| Aim of the task |
Provide the count of lines below that include the word "Executive", without any accompanying remarks.

| Dataset entries |
------------------------------------------------------------------------
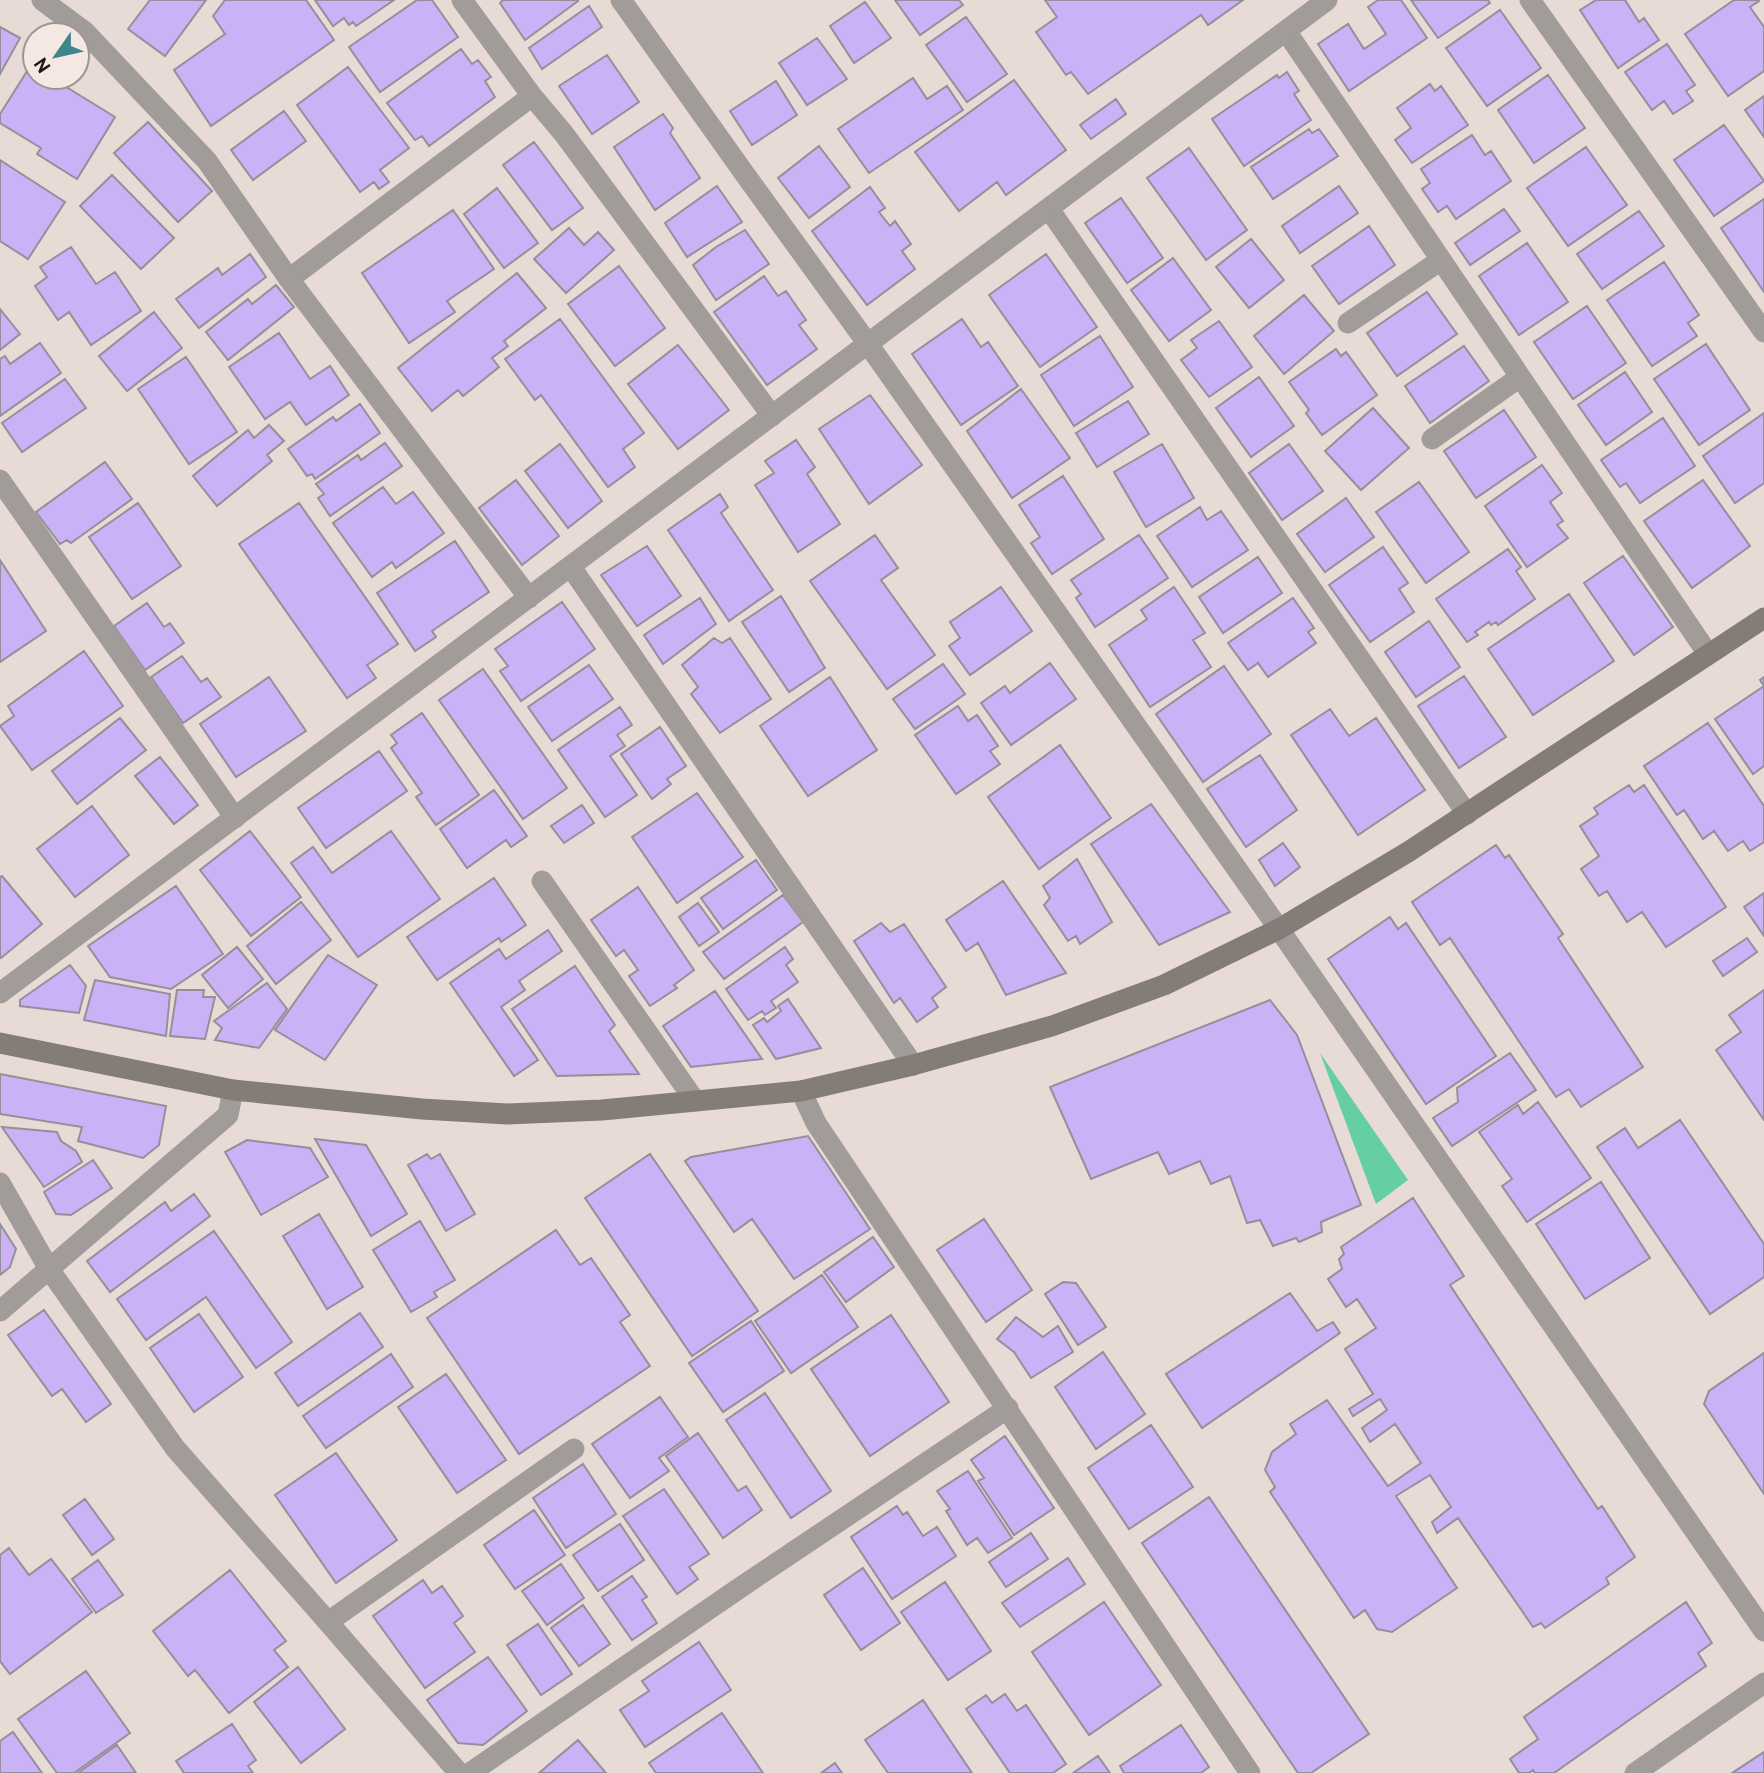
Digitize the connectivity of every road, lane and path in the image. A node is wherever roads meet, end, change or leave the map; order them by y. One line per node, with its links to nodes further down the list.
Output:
1 (42, 0): 10 (street)
2 (462, 0): 7 (street)
3 (621, 0): 13 (street)
4 (1327, 0): 6 (street)
5 (1530, 0): 12 (street)
6 (1286, 31): 8 (street); 9 (street)
7 (532, 96): 10 (street); 15 (street)
8 (1049, 209): 13 (street); 22 (street)
9 (1441, 260): 11 (street); 14 (street)
10 (289, 279): 19 (street)
11 (1348, 323)
12 (1764, 332)
13 (868, 344): 15 (street); 25 (street)
14 (1520, 377): 16 (street); 21 (street)
15 (772, 416): 18 (street)
16 (1432, 439)
17 (0, 480): 23 (street)
18 (571, 567): 19 (street); 28 (street)
19 (529, 598): 23 (street)
20 (1764, 618): 21 (street)
21 (1708, 654): 22 (street)
22 (1467, 814): 25 (street)
23 (235, 818): 26 (street)
24 (542, 881): 31 (street)
25 (1279, 929): 28 (street); 38 (street)
26 (0, 993)
27 (0, 1043): 29 (street)
28 (913, 1065): 30 (street)
29 (233, 1090): 31 (street); 33 (street)
30 (801, 1091): 31 (street); 35 (street)
31 (695, 1101)
32 (0, 1183): 33 (street)
33 (49, 1269): 34 (street); 37 (street)
34 (0, 1311)
35 (1008, 1408): 41 (street); 42 (street)
36 (574, 1449): 37 (street)
37 (328, 1622): 40 (street)
38 (1764, 1631)
39 (1764, 1683): 43 (street)
40 (458, 1773)
41 (470, 1773)
42 (1250, 1773)
43 (1635, 1773)

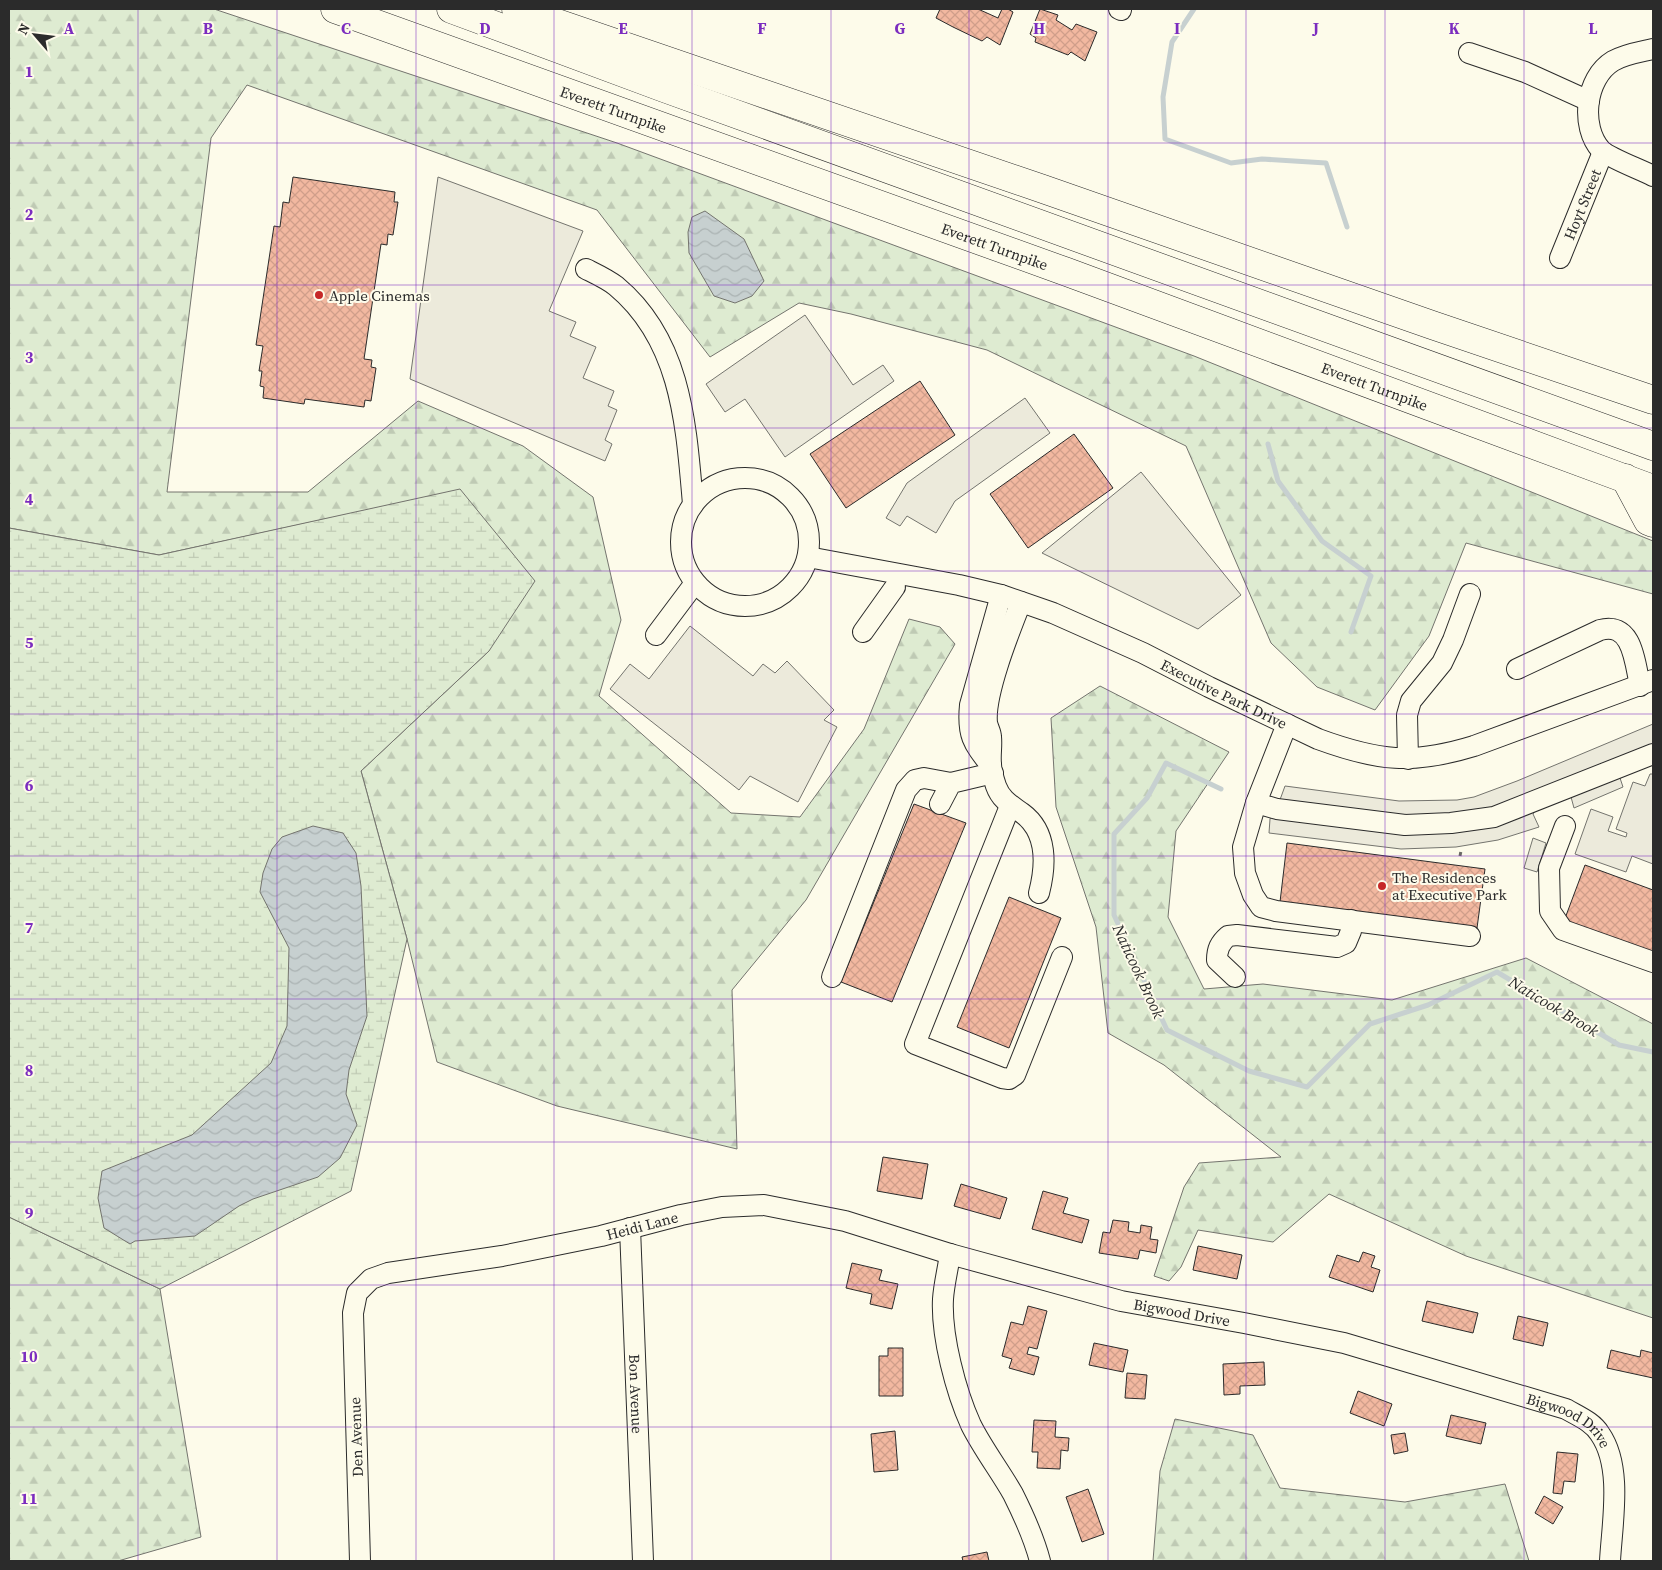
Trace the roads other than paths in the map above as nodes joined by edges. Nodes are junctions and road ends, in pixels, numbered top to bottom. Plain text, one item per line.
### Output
1 (335, 9) edge
2 (451, 9) edge
3 (516, 9) edge
4 (1653, 49) edge
5 (1469, 53) dead end
6 (1588, 101) junction
7 (1603, 152) junction
8 (1653, 176) edge
9 (1560, 258) dead end
10 (586, 269) dead end
11 (1653, 400) edge
12 (1653, 446) edge
13 (1625, 478) junction
14 (1653, 489) edge
15 (693, 504) junction
16 (1653, 523) edge
17 (808, 557) junction
18 (695, 582) junction
19 (895, 587) dead end
20 (1470, 594) dead end
21 (1001, 595) junction
22 (1022, 602) junction
23 (863, 632) dead end
24 (656, 635) dead end
25 (1517, 669) dead end
26 (1649, 685) edge
27 (1286, 724) junction
28 (1653, 754) edge
29 (1408, 759) junction
30 (992, 769) junction
31 (951, 783) junction
32 (1256, 803) junction
33 (940, 804) dead end
34 (1010, 806) junction
35 (1565, 826) dead end
36 (1038, 893) dead end
37 (1351, 920) junction
38 (1470, 936) dead end
39 (1062, 957) dead end
40 (1653, 962) edge
41 (832, 977) dead end
42 (1236, 977) dead end
43 (630, 1228) junction
44 (950, 1254) junction
45 (353, 1313) joint
46 (360, 1561) edge
47 (643, 1561) edge
48 (1040, 1561) edge
49 (1610, 1561) edge

1 - 13 highway, Everett Turnpike
2 - 12 highway
3 - 11 highway
4 - 6 street, Hoyt Street
5 - 6 street
6 - 7 street, Hoyt Street
7 - 8 street, Hoyt Street
7 - 9 street, Hoyt Street
10 - 15 street
13 - 14 highway, Everett Turnpike
13 - 16 highway
15 - 17 street
15 - 18 street
17 - 18 street
17 - 21 street, Executive Park Drive
18 - 24 street
19 - 23 street
20 - 29 street
21 - 22 street, Executive Park Drive
21 - 30 street
22 - 27 street, Executive Park Drive
22 - 30 street
25 - 26 street
26 - 29 street, Executive Park Drive
27 - 29 street, Executive Park Drive
27 - 32 street
28 - 32 street
30 - 31 street
30 - 34 street
31 - 33 street
31 - 41 street
32 - 37 street
34 - 36 street
34 - 39 street
35 - 40 street
37 - 38 street
37 - 42 street
43 - 44 street, Heidi Lane
43 - 45 street, Heidi Lane
43 - 47 street, Bon Avenue
44 - 48 street
44 - 49 street, Bigwood Drive
45 - 46 street, Den Avenue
------------------------------------------------------------------------
| Answer to this exercise |
5